[[ Available data open ]]

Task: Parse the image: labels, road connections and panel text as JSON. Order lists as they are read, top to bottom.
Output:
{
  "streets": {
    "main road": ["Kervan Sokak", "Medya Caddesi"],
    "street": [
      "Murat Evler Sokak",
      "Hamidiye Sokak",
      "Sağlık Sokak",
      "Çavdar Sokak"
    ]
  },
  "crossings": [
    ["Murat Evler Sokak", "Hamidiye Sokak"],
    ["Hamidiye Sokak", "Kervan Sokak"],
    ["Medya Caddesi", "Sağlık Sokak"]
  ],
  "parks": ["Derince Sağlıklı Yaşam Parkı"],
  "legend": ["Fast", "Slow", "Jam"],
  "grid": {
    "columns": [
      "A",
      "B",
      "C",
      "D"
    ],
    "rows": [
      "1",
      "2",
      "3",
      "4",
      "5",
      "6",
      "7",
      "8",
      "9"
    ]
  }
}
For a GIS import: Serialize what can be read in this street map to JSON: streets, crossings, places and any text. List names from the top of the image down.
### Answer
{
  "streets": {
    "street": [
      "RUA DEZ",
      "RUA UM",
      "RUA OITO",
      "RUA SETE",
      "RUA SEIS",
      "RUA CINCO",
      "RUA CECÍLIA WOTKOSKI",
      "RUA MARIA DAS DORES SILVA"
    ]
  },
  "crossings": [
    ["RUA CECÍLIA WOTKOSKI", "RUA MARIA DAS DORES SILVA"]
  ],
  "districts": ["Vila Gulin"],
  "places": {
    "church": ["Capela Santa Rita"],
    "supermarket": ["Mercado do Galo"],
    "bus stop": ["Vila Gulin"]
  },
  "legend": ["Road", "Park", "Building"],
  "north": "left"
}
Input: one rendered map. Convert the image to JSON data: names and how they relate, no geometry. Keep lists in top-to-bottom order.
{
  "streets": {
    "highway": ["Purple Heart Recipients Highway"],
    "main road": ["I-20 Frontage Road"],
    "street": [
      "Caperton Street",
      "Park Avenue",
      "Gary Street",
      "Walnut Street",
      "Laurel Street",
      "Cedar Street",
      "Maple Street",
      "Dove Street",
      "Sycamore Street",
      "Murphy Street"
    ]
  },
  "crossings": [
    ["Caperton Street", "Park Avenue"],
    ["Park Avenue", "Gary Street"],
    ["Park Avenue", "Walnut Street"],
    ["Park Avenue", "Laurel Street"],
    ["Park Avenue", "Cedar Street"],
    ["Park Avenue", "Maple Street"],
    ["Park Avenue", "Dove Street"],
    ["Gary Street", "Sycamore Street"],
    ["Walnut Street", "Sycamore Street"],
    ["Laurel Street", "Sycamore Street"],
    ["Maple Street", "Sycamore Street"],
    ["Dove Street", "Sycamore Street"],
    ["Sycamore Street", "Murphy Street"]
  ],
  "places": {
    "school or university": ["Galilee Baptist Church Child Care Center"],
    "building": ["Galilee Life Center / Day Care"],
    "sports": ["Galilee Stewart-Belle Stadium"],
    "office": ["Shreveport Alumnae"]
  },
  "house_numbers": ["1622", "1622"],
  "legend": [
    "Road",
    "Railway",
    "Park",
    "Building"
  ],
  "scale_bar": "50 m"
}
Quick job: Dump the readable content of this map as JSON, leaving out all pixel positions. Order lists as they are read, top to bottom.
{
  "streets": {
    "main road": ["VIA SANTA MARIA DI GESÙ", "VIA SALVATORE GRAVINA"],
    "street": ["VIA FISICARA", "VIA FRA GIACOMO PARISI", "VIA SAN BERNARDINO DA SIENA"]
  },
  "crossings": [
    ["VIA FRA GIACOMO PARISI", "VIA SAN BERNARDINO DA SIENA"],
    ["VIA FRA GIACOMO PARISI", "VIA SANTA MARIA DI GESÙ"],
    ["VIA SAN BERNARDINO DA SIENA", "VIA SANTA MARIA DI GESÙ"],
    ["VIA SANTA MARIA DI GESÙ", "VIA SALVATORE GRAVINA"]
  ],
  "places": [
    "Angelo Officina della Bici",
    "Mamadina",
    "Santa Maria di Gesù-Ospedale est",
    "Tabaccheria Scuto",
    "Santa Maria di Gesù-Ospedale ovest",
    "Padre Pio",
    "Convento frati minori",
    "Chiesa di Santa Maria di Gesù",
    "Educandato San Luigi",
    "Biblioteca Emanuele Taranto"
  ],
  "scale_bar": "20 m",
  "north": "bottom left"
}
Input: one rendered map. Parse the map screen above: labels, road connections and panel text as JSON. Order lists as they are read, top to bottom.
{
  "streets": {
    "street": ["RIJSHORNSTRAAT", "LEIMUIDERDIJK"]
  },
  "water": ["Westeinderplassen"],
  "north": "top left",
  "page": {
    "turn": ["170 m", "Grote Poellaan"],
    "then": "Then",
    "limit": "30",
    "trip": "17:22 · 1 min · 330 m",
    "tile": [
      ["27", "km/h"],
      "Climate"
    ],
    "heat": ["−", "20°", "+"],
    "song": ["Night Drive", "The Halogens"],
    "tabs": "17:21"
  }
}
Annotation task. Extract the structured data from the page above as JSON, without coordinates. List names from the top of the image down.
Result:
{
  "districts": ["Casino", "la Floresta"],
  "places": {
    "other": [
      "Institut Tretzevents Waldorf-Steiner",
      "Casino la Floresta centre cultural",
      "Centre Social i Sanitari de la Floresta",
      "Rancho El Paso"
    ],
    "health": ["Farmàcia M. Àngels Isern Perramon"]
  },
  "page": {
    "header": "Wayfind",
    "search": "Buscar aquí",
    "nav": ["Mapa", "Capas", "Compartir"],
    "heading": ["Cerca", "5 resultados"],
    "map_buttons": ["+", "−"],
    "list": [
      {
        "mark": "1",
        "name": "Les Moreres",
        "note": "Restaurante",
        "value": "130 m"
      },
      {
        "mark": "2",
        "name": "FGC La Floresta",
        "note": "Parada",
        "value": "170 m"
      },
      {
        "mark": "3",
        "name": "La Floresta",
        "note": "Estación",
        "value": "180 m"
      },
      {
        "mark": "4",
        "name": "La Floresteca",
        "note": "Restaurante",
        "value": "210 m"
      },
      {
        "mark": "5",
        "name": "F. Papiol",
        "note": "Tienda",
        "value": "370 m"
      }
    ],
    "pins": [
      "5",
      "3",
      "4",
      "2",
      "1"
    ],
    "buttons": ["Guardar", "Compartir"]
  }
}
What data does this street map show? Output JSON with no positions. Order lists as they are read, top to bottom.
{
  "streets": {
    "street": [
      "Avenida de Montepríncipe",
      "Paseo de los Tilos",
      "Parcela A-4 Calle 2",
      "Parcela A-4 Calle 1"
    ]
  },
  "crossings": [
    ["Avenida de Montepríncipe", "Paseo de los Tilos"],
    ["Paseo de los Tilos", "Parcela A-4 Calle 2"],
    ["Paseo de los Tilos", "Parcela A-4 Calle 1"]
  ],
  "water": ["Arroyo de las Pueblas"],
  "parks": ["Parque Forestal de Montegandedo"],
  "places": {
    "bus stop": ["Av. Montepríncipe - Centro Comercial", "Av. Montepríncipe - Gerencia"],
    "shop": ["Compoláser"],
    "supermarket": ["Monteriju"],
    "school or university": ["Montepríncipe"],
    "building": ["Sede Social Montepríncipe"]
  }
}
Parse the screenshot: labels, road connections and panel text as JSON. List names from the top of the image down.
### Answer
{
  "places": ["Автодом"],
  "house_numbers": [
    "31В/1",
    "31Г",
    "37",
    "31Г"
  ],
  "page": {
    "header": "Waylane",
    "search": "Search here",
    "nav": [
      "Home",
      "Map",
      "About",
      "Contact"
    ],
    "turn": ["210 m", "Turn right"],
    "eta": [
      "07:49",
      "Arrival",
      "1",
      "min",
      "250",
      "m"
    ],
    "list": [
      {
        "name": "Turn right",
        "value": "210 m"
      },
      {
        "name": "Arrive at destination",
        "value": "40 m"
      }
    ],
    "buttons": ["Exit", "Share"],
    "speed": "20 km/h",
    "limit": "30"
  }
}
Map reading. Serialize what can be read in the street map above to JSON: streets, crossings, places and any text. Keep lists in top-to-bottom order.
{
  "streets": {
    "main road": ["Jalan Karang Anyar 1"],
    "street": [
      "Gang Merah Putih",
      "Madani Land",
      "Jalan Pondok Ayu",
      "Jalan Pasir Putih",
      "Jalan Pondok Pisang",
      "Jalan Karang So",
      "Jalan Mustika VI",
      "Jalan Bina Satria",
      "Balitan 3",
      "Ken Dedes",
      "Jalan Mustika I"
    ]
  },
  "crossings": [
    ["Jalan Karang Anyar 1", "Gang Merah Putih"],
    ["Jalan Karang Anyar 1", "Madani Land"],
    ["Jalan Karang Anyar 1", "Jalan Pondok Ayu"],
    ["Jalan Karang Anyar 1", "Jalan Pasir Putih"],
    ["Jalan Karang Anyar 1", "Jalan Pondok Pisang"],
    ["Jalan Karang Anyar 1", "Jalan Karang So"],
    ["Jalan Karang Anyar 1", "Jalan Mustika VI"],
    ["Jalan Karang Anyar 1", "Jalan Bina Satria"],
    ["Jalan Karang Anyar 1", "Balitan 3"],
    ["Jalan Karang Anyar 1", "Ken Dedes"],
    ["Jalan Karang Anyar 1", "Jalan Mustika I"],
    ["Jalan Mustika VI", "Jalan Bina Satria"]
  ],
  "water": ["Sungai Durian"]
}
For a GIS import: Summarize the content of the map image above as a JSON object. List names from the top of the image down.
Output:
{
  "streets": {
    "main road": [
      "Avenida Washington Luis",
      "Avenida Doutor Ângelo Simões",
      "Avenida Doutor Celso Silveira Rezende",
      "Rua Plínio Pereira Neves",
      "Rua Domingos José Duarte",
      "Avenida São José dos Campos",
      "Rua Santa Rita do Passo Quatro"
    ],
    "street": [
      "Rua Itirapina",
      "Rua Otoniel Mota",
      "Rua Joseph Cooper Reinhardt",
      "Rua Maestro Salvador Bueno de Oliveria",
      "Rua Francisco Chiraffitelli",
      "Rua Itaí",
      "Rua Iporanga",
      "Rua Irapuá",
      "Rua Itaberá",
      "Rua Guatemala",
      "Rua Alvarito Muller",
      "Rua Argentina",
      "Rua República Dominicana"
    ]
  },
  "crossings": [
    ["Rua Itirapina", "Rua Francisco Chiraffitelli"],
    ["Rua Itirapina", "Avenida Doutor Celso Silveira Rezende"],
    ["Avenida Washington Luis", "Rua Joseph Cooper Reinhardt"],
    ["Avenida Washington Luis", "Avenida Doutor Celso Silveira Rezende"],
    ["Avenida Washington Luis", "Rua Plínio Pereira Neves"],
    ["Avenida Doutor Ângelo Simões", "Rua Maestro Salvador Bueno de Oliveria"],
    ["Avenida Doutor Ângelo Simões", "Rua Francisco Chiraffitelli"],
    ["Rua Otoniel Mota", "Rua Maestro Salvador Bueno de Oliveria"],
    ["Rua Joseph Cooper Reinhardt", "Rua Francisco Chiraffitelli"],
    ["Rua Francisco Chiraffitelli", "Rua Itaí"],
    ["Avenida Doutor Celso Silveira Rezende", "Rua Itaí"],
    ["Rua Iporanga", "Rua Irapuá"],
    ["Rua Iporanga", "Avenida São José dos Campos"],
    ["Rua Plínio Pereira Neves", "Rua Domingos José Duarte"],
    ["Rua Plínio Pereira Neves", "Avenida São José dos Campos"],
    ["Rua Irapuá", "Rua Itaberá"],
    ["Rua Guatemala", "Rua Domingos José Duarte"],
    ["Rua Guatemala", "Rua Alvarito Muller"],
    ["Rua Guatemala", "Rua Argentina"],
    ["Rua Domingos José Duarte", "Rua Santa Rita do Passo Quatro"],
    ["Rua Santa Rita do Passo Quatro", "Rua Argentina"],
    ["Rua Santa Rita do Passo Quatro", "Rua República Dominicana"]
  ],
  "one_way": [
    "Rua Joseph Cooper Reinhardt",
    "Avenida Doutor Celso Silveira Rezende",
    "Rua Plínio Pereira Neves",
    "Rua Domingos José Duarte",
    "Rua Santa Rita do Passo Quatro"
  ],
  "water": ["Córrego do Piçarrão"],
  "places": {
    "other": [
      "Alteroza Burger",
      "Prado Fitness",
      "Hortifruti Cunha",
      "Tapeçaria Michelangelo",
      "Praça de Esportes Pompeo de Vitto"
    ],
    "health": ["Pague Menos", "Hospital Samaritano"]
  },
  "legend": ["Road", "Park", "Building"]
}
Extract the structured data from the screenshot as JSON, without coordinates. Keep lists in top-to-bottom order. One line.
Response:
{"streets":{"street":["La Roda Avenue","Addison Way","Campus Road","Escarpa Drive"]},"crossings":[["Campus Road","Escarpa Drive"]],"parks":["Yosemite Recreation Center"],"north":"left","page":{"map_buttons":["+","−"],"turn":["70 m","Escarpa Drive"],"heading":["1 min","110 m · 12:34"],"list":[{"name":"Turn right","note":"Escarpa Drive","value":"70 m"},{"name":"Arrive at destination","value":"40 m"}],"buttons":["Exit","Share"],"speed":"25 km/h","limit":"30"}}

[[ Available data closed ]]

# [Your task]
Only the lines with the string "Silveira" are wanted; pick them out of the records above and copy them.

# [Your solution]
      "Avenida Doutor Celso Silveira Rezende",
    ["Rua Itirapina", "Avenida Doutor Celso Silveira Rezende"],
    ["Avenida Washington Luis", "Avenida Doutor Celso Silveira Rezende"],
    ["Avenida Doutor Celso Silveira Rezende", "Rua Itaí"],
    "Avenida Doutor Celso Silveira Rezende",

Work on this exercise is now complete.